2.スタート地点は森
おかしい。マイハウスを建てた場所は、【タナトス】を始めたとき最初に訪れることになるナハト村のすぐ近くのはずだ。
こんな周りが木と雑草に囲まれた場所ではない。
しかし、何度あたりを見回しても人工物はおろか、人の気配すら感じることができない。
「これは悪夢の可能性が浮上してきたな」
嫌な予感を感じながらウィンドウを開きマップを確認する圭。
「嘘だろ……」
驚きのあまり目を見開く。そこには見たことがないマップが表示されていた。
ナハト村はもちろん、他に知っている街や村も全て消えてなくなっていた。
というか、大陸の形自体が違う。【タナトス】の舞台である大陸よりも明らかに大きい大陸になっていた。
「ここは一体どこだ?」
慌てて自分の現在位置を確認する。どうやら大陸の西に位置する小さな森の中心に居るようだ。
「一番近くにある町は……」
マップを指でなぞりながら探す。
町はすぐに見つかった。
「ここから東に3km進んだところにアルベルドっていう町があるな」
圭の記憶が正しければ、【タナトス】にアルベルドという町は存在しないはずだ。
「……わからないことが多々あるけど、まずは情報収集のためアルベルドに向かうとしますか」
マップのウィンドウを閉じると、次にアイテムのウィンドウを開いた。
ここが【タナトス】と違う大陸ということは、圭の知らないモンスターが出てくる可能性があった。
【タナトス】で圭に倒せないモンスターは存在しないが、ここには自分より強いモンスターがいるかもしれない。
この世界で死ぬと、どうなってしまうのかわからないため、最強装備を準備することにした。
「アイテムも念じれば出てくるのかな?」
ウィンドウを出した時と同じ要領で、頭の中にSSSランク武器【聖剣 ミスティルテイン】をイメージし『出てこい』と念じた。

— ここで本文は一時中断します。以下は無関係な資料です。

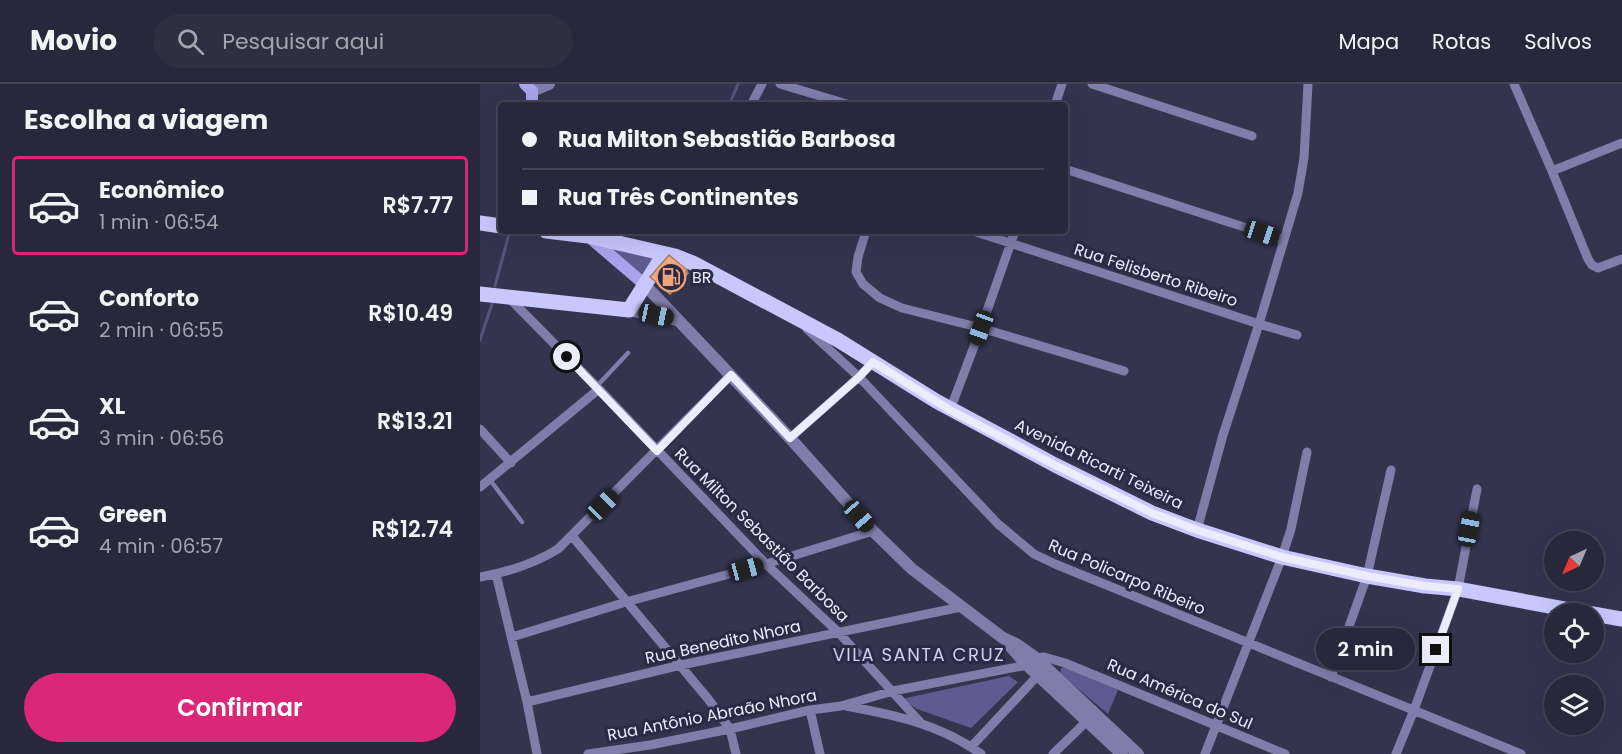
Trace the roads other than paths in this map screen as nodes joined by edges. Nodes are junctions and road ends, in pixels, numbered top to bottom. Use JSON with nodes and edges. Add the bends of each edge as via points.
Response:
{"nodes":[{"id":1,"x":549,"y":84,"type":"edge"},
{"id":2,"x":762,"y":84,"type":"edge"},
{"id":3,"x":780,"y":84,"type":"edge"},
{"id":4,"x":1062,"y":84,"type":"edge"},
{"id":5,"x":1092,"y":84,"type":"edge"},
{"id":6,"x":1308,"y":84,"type":"edge"},
{"id":7,"x":1514,"y":84,"type":"edge"},
{"id":8,"x":529,"y":88,"type":"edge"},
{"id":9,"x":753,"y":102,"type":"edge"},
{"id":10,"x":840,"y":102,"type":"edge"},
{"id":11,"x":1056,"y":102,"type":"edge"},
{"id":12,"x":1252,"y":136,"type":"dead end"},
{"id":13,"x":1622,"y":143,"type":"edge"},
{"id":14,"x":1068,"y":170,"type":"edge"},
{"id":15,"x":1552,"y":171,"type":"junction"},
{"id":16,"x":480,"y":223,"type":"edge"},
{"id":17,"x":498,"y":226,"type":"edge"},
{"id":18,"x":586,"y":234,"type":"edge"},
{"id":19,"x":589,"y":234,"type":"edge"},
{"id":20,"x":865,"y":234,"type":"edge"},
{"id":21,"x":982,"y":234,"type":"edge"},
{"id":22,"x":1014,"y":234,"type":"edge"},
{"id":23,"x":1284,"y":240,"type":"junction"},
{"id":24,"x":1011,"y":244,"type":"junction"},
{"id":25,"x":664,"y":254,"type":"junction"},
{"id":26,"x":1622,"y":259,"type":"edge"},
{"id":27,"x":644,"y":284,"type":"junction"},
{"id":28,"x":480,"y":294,"type":"edge"},
{"id":29,"x":508,"y":297,"type":"junction"},
{"id":30,"x":629,"y":310,"type":"junction"},
{"id":31,"x":794,"y":317,"type":"junction"},
{"id":32,"x":678,"y":320,"type":"junction"},
{"id":33,"x":1259,"y":324,"type":"junction"},
{"id":34,"x":981,"y":328,"type":"junction"},
{"id":35,"x":1297,"y":335,"type":"dead end"},
{"id":36,"x":628,"y":353,"type":"dead end"},
{"id":37,"x":873,"y":362,"type":"junction"},
{"id":38,"x":1124,"y":371,"type":"dead end"},
{"id":39,"x":731,"y":375,"type":"junction"},
{"id":40,"x":859,"y":377,"type":"junction"},
{"id":41,"x":598,"y":388,"type":"junction"},
{"id":42,"x":950,"y":410,"type":"junction"},
{"id":43,"x":480,"y":429,"type":"edge"},
{"id":44,"x":790,"y":438,"type":"junction"},
{"id":45,"x":657,"y":451,"type":"junction"},
{"id":46,"x":1307,"y":452,"type":"dead end"},
{"id":47,"x":511,"y":463,"type":"junction"},
{"id":48,"x":1391,"y":470,"type":"dead end"},
{"id":49,"x":490,"y":480,"type":"junction"},
{"id":50,"x":480,"y":487,"type":"edge"},
{"id":51,"x":1477,"y":489,"type":"dead end"},
{"id":52,"x":522,"y":522,"type":"dead end"},
{"id":53,"x":1197,"y":530,"type":"junction"},
{"id":54,"x":873,"y":531,"type":"junction"},
{"id":55,"x":572,"y":536,"type":"junction"},
{"id":56,"x":1282,"y":557,"type":"junction"},
{"id":57,"x":766,"y":564,"type":"junction"},
{"id":58,"x":496,"y":574,"type":"junction"},
{"id":59,"x":1367,"y":576,"type":"junction"},
{"id":60,"x":480,"y":577,"type":"edge"},
{"id":61,"x":1458,"y":589,"type":"junction"},
{"id":62,"x":627,"y":602,"type":"junction"},
{"id":63,"x":1544,"y":605,"type":"edge"},
{"id":64,"x":961,"y":607,"type":"junction"},
{"id":65,"x":1604,"y":616,"type":"edge"},
{"id":66,"x":1622,"y":619,"type":"edge"},
{"id":67,"x":839,"y":633,"type":"junction"},
{"id":68,"x":512,"y":637,"type":"junction"},
{"id":69,"x":1249,"y":643,"type":"junction"},
{"id":70,"x":1031,"y":662,"type":"junction"},
{"id":71,"x":1065,"y":663,"type":"junction"},
{"id":72,"x":681,"y":665,"type":"junction"},
{"id":73,"x":1042,"y":671,"type":"junction"},
{"id":74,"x":1331,"y":677,"type":"junction"},
{"id":75,"x":893,"y":692,"type":"junction"},
{"id":76,"x":527,"y":702,"type":"junction"},
{"id":77,"x":842,"y":706,"type":"junction"},
{"id":78,"x":810,"y":710,"type":"junction"},
{"id":79,"x":1414,"y":710,"type":"junction"},
{"id":80,"x":1087,"y":721,"type":"junction"},
{"id":81,"x":920,"y":722,"type":"junction"},
{"id":82,"x":1216,"y":726,"type":"junction"},
{"id":83,"x":730,"y":729,"type":"junction"},
{"id":84,"x":971,"y":747,"type":"junction"},
{"id":85,"x":537,"y":754,"type":"edge"},
{"id":86,"x":588,"y":754,"type":"edge"},
{"id":87,"x":736,"y":754,"type":"edge"},
{"id":88,"x":820,"y":754,"type":"edge"},
{"id":89,"x":981,"y":754,"type":"edge"},
{"id":90,"x":1053,"y":754,"type":"edge"},
{"id":91,"x":1122,"y":754,"type":"edge"},
{"id":92,"x":1138,"y":754,"type":"edge"},
{"id":93,"x":1205,"y":754,"type":"edge"},
{"id":94,"x":1284,"y":754,"type":"edge"},
{"id":95,"x":1396,"y":754,"type":"edge"},
{"id":96,"x":1521,"y":754,"type":"edge"}],
"edges":[{"from":1,"to":8,"type":"street"},
{"from":2,"to":9,"type":"street"},
{"from":3,"to":10,"type":"street"},
{"from":4,"to":11,"type":"street"},
{"from":5,"to":12,"type":"street"},
{"from":6,"to":23,"type":"street","via":[[1302,176]]},
{"from":7,"to":15,"type":"street"},
{"from":13,"to":15,"type":"street"},
{"from":14,"to":23,"type":"street"},
{"from":15,"to":26,"type":"street","via":[[1592,265],[1598,268]]},
{"from":16,"to":17,"type":"main road"},
{"from":18,"to":27,"type":"main road"},
{"from":19,"to":25,"type":"main road","name":"Avenida Ricarti Teixeira"},
{"from":20,"to":34,"type":"street","via":[[856,272],[880,298],[902,308]]},
{"from":21,"to":24,"type":"street","name":"Rua Felisberto Ribeiro"},
{"from":22,"to":24,"type":"street"},
{"from":23,"to":33,"type":"street"},
{"from":24,"to":33,"type":"street","name":"Rua Felisberto Ribeiro"},
{"from":24,"to":34,"type":"street"},
{"from":25,"to":27,"type":"main road"},
{"from":25,"to":31,"type":"main road","name":"Avenida Ricarti Teixeira","via":[[695,264]]},
{"from":27,"to":30,"type":"main road"},
{"from":27,"to":32,"type":"street"},
{"from":28,"to":29,"type":"main road"},
{"from":29,"to":30,"type":"main road"},
{"from":29,"to":41,"type":"street","name":"Rua Milton Sebastião Barbosa"},
{"from":30,"to":32,"type":"street"},
{"from":31,"to":37,"type":"main road","name":"Avenida Ricarti Teixeira"},
{"from":31,"to":40,"type":"street","name":"Rua Policarpo Ribeiro"},
{"from":32,"to":39,"type":"street"},
{"from":33,"to":35,"type":"street","name":"Rua Felisberto Ribeiro"},
{"from":33,"to":53,"type":"street"},
{"from":34,"to":38,"type":"street"},
{"from":34,"to":42,"type":"street"},
{"from":36,"to":41,"type":"lane"},
{"from":37,"to":40,"type":"street"},
{"from":37,"to":42,"type":"main road","name":"Avenida Ricarti Teixeira"},
{"from":39,"to":44,"type":"street"},
{"from":39,"to":45,"type":"street"},
{"from":40,"to":44,"type":"street"},
{"from":40,"to":69,"type":"street","name":"Rua Policarpo Ribeiro","via":[[998,524],[1034,554]]},
{"from":41,"to":45,"type":"street","name":"Rua Milton Sebastião Barbosa"},
{"from":41,"to":47,"type":"street"},
{"from":42,"to":53,"type":"main road","name":"Avenida Ricarti Teixeira","via":[[1107,492]]},
{"from":43,"to":47,"type":"street"},
{"from":44,"to":54,"type":"street"},
{"from":45,"to":55,"type":"street"},
{"from":45,"to":57,"type":"street","name":"Rua Milton Sebastião Barbosa"},
{"from":46,"to":56,"type":"street"},
{"from":47,"to":49,"type":"street"},
{"from":48,"to":59,"type":"street"},
{"from":49,"to":50,"type":"street"},
{"from":49,"to":52,"type":"lane"},
{"from":51,"to":61,"type":"street"},
{"from":53,"to":56,"type":"main road","name":"Avenida Ricarti Teixeira"},
{"from":54,"to":57,"type":"street"},
{"from":54,"to":64,"type":"street","via":[[912,569]]},
{"from":55,"to":58,"type":"street","via":[[539,561]]},
{"from":55,"to":62,"type":"street"},
{"from":56,"to":59,"type":"main road","name":"Avenida Ricarti Teixeira"},
{"from":56,"to":69,"type":"street"},
{"from":57,"to":62,"type":"street"},
{"from":57,"to":67,"type":"street","name":"Rua Milton Sebastião Barbosa"},
{"from":58,"to":60,"type":"street"},
{"from":58,"to":68,"type":"street"},
{"from":59,"to":61,"type":"main road","name":"Avenida Ricarti Teixeira"},
{"from":59,"to":74,"type":"street"},
{"from":61,"to":63,"type":"main road","name":"Avenida Ricarti Teixeira"},
{"from":61,"to":79,"type":"street"},
{"from":62,"to":68,"type":"street"},
{"from":62,"to":72,"type":"street"},
{"from":64,"to":67,"type":"street","name":"Rua Benedito Nhora"},
{"from":64,"to":70,"type":"street"},
{"from":65,"to":66,"type":"main road","name":"Avenida Ricarti Teixeira"},
{"from":67,"to":72,"type":"street","name":"Rua Benedito Nhora"},
{"from":67,"to":75,"type":"street","name":"Rua Milton Sebastião Barbosa"},
{"from":68,"to":76,"type":"street"},
{"from":69,"to":74,"type":"street","name":"Rua Policarpo Ribeiro"},
{"from":69,"to":82,"type":"street"},
{"from":70,"to":71,"type":"street","name":"Rua América do Sul","via":[[1044,657]]},
{"from":70,"to":73,"type":"street"},
{"from":70,"to":75,"type":"street"},
{"from":71,"to":73,"type":"street"},
{"from":71,"to":82,"type":"street","name":"Rua América do Sul"},
{"from":72,"to":76,"type":"street","name":"Rua Benedito Nhora"},
{"from":72,"to":83,"type":"street"},
{"from":73,"to":80,"type":"street"},
{"from":73,"to":84,"type":"street"},
{"from":73,"to":92,"type":"street"},
{"from":74,"to":79,"type":"street","name":"Rua Policarpo Ribeiro"},
{"from":75,"to":77,"type":"street"},
{"from":75,"to":81,"type":"street","name":"Rua Milton Sebastião Barbosa"},
{"from":76,"to":85,"type":"street"},
{"from":77,"to":78,"type":"street","name":"Rua Antônio Abraão Nhora"},
{"from":77,"to":81,"type":"street"},
{"from":78,"to":83,"type":"street","name":"Rua Antônio Abraão Nhora"},
{"from":78,"to":88,"type":"street"},
{"from":79,"to":95,"type":"street"},
{"from":79,"to":96,"type":"street","name":"Rua Policarpo Ribeiro"},
{"from":80,"to":90,"type":"street"},
{"from":80,"to":91,"type":"street"},
{"from":81,"to":84,"type":"street"},
{"from":82,"to":93,"type":"street"},
{"from":82,"to":94,"type":"street","name":"Rua América do Sul"},
{"from":83,"to":86,"type":"street","name":"Rua Antônio Abraão Nhora"},
{"from":83,"to":87,"type":"street"},
{"from":84,"to":89,"type":"street"}]}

念じた瞬間、圭の右手に光が集まり剣の形に収束した。光が収まるとそこには【ヘルデーモン】を倒すときに使用した、金色の剣が現れた。
「よし、無事取り出せたな」
握られた剣を眺めながら安堵する圭。どうやら素手でモンスターと戦うことはなさそうだ。
「次はスキルの発動だな。アイテムも取り出せたし出来るだろう」
圭は周囲の情報を調べるため【
【探索】とは周囲300m以内に存在するキャラクター、モンスターをマップに表示するスキルである。
無事、スキルの発動に成功するとウィンドウが表示された。
ウィンドウの中心には自分自身を表す青い点と、その周りに赤い点が疎らに映っていた。赤い点はモンスターを表している。
「やっぱりこの世界にもモンスターは存在するみたいだな」
ウィンドウを見つめながら呟くと、東に赤い点が1つあることに気付いた。
目的地であるアルベルドもここから東。避けて進めないこともないが、少しでも情報が欲しい圭はそのモンスターと戦うことを決めた。
「この世界に来て早々、モンスターと戦闘か」
余裕そうに言う圭だったが、油断は一切していなかった。
【探索】のスキルではモンスターの位置がわかっても、その強さまではわからない。
最悪の場合、東にいるモンスターが規格外の化け物で、出会った瞬間に殺される可能性だってある。
しかし、圭には7年間培ってきたゲームの腕という武器がある。どんなモンスターが出てきても、そう簡単に死ぬつもりはなかった。
「準備も出来たし、そろそろ行くとしますか」
圭は剣を強く握り直すと、アルベルドを目指し森の中を進んでいった。